Task description
From the very first line of the data to the line containing "thumb cmc: (175, 173)", retype everything exactly, leaving the pictures behind.

Material for this task
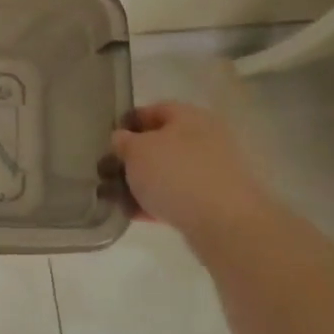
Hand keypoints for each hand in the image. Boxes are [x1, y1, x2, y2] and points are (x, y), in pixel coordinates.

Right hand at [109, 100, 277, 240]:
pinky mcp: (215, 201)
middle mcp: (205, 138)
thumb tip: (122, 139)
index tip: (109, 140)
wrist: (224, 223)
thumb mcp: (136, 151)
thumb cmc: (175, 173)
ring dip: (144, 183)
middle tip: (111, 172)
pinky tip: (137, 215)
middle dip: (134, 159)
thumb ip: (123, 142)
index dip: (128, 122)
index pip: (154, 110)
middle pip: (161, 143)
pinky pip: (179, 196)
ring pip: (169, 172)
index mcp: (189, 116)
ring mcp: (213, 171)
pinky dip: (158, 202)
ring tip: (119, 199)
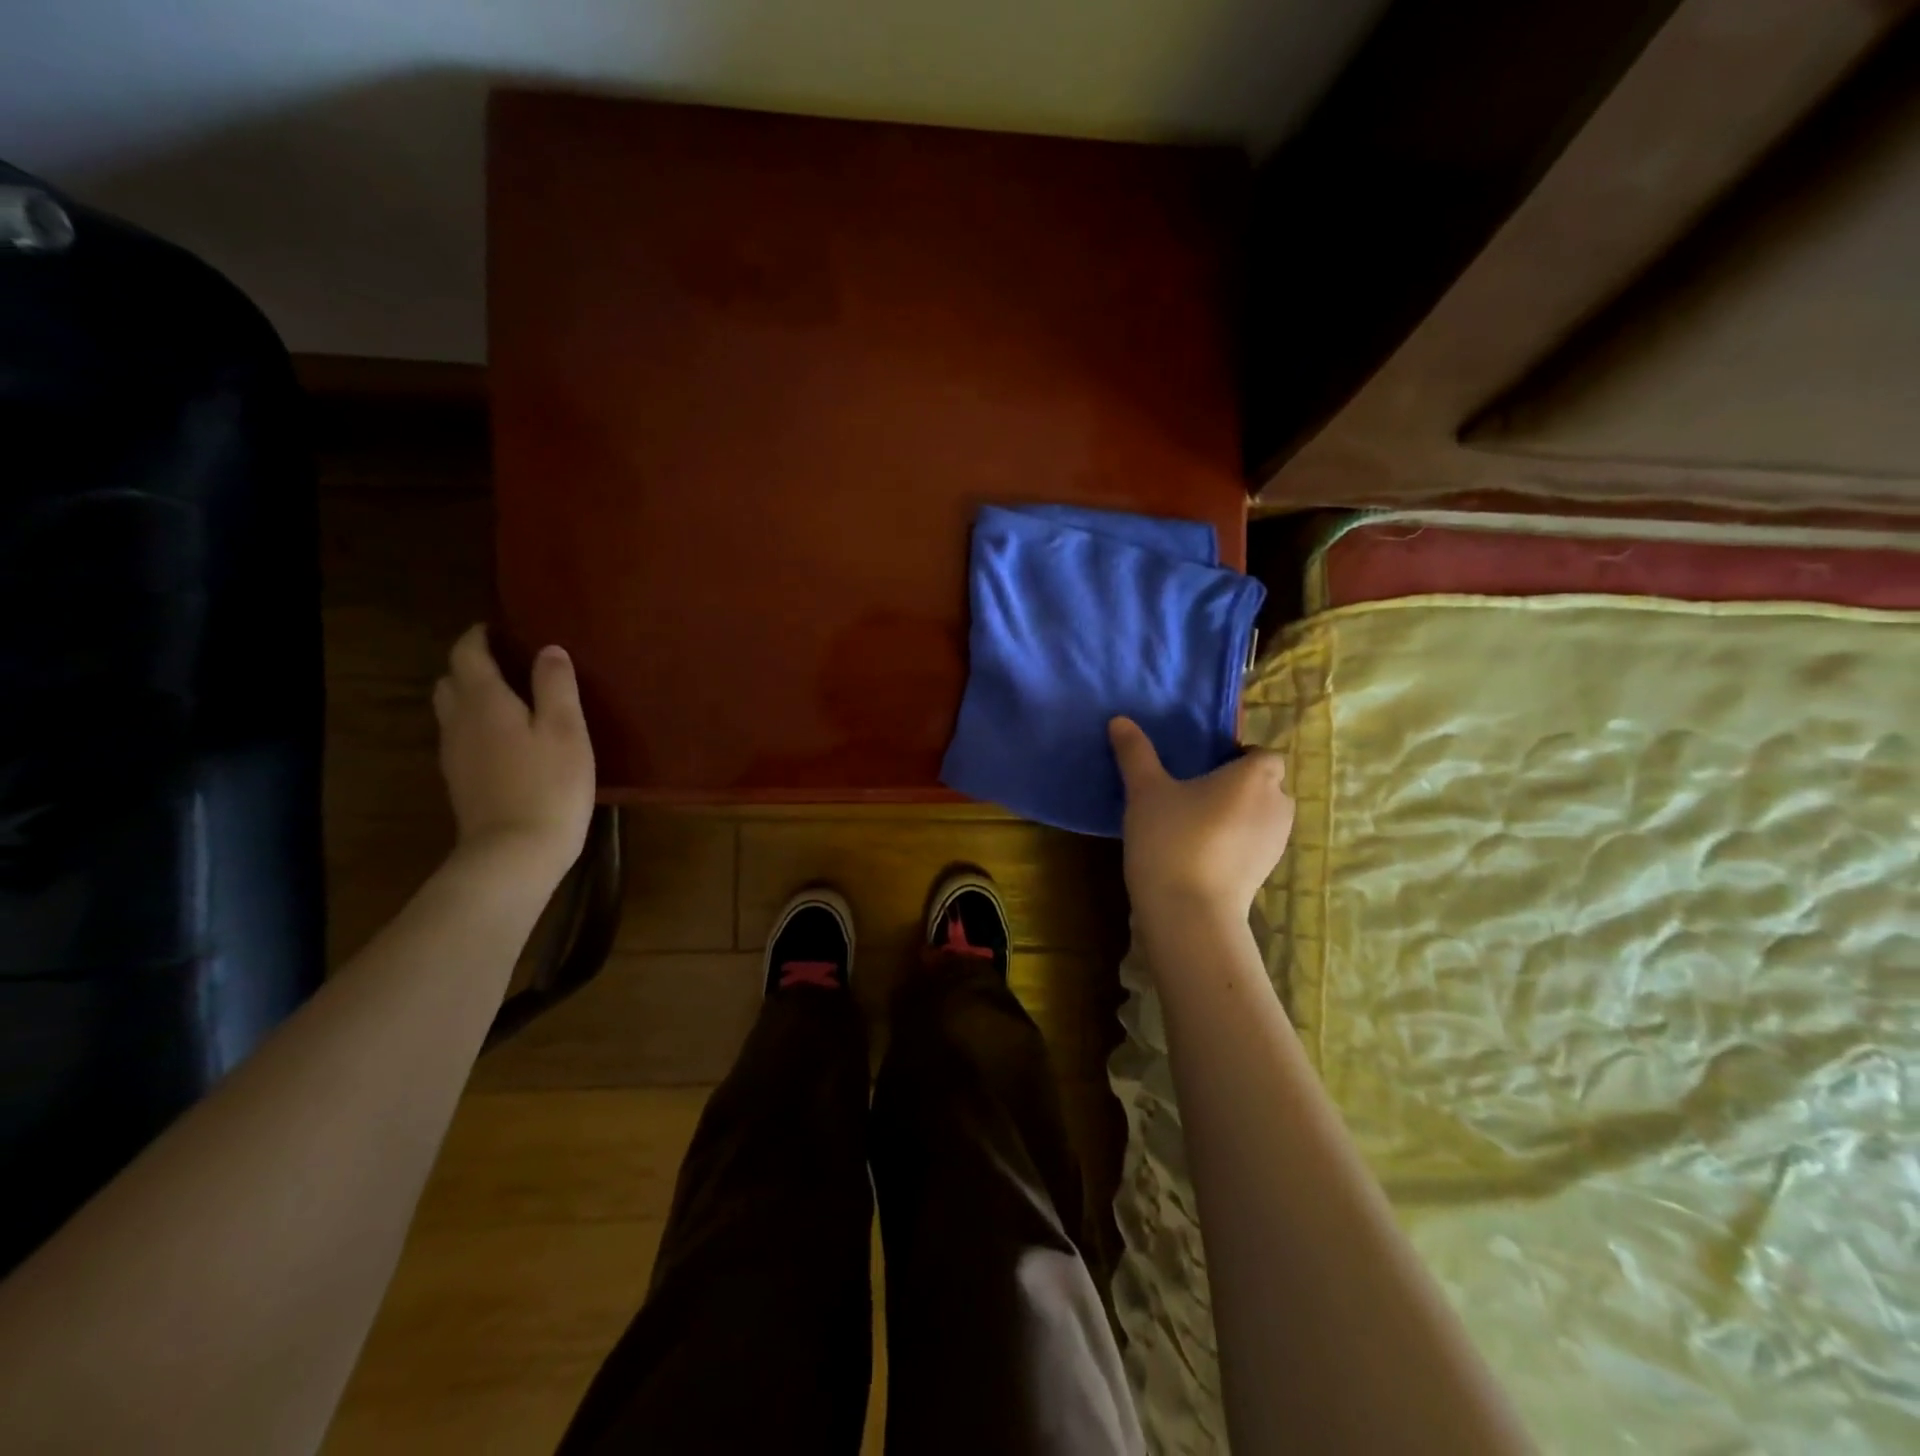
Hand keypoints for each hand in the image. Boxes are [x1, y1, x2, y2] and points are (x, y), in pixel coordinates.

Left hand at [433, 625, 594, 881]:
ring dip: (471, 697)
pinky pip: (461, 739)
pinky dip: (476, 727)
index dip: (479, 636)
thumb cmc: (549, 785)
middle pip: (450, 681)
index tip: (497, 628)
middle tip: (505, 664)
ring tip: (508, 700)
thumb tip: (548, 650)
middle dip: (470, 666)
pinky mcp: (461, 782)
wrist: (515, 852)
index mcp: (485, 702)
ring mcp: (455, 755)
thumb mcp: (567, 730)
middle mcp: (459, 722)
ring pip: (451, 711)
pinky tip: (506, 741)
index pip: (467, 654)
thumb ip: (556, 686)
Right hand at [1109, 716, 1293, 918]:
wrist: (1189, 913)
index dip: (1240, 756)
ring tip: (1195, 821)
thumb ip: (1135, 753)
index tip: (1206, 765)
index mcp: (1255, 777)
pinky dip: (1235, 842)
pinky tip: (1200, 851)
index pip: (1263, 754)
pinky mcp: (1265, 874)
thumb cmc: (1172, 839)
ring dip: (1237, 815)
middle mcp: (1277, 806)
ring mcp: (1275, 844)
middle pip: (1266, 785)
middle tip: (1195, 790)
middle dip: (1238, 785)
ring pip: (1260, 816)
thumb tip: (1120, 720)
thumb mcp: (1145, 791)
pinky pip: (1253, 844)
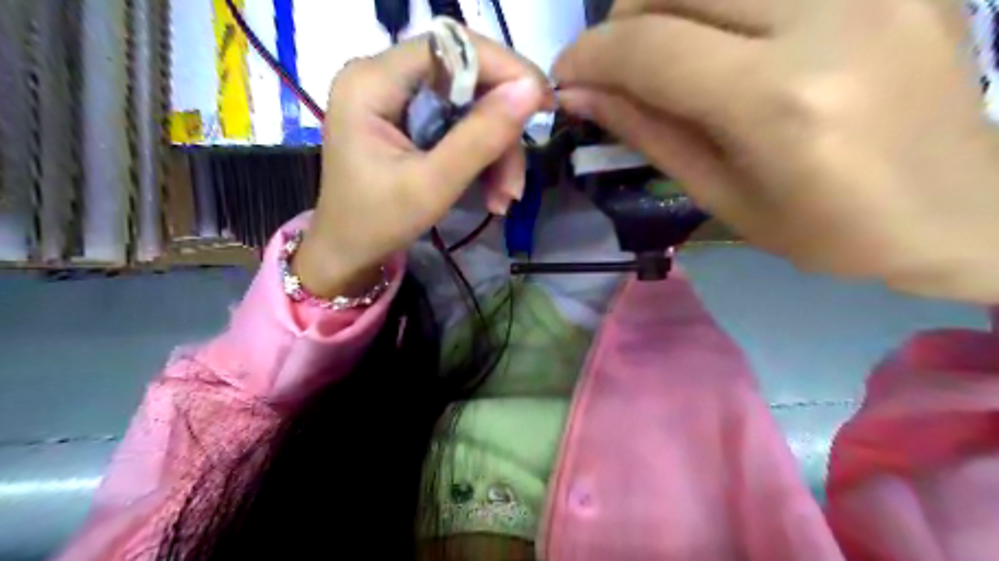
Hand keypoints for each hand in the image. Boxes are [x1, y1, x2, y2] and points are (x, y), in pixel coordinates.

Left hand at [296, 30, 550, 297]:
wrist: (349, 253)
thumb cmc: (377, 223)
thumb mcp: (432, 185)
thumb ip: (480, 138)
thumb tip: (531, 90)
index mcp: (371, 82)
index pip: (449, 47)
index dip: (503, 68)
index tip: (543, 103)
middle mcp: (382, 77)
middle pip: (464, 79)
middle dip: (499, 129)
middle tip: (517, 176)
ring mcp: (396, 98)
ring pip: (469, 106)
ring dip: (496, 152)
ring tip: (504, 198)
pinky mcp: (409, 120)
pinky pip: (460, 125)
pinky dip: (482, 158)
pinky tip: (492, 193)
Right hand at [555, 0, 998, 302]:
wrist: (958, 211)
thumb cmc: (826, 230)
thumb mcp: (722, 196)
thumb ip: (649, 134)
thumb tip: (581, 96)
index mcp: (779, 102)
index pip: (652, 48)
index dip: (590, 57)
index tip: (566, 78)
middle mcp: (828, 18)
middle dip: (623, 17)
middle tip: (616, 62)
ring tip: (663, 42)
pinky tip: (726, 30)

Result for this task
Hand keypoints for each hand in the image. Boxes are [x1, y1, x2, y2] and points are (x, y), in pixel coordinates.

Right hand at [109, 100, 277, 240]:
pinky mcp: (215, 201)
middle mcp: (205, 138)
thumb tip: (122, 139)
index tip: (109, 140)
wrist: (224, 223)
thumb mcp: (136, 151)
thumb cmc: (175, 173)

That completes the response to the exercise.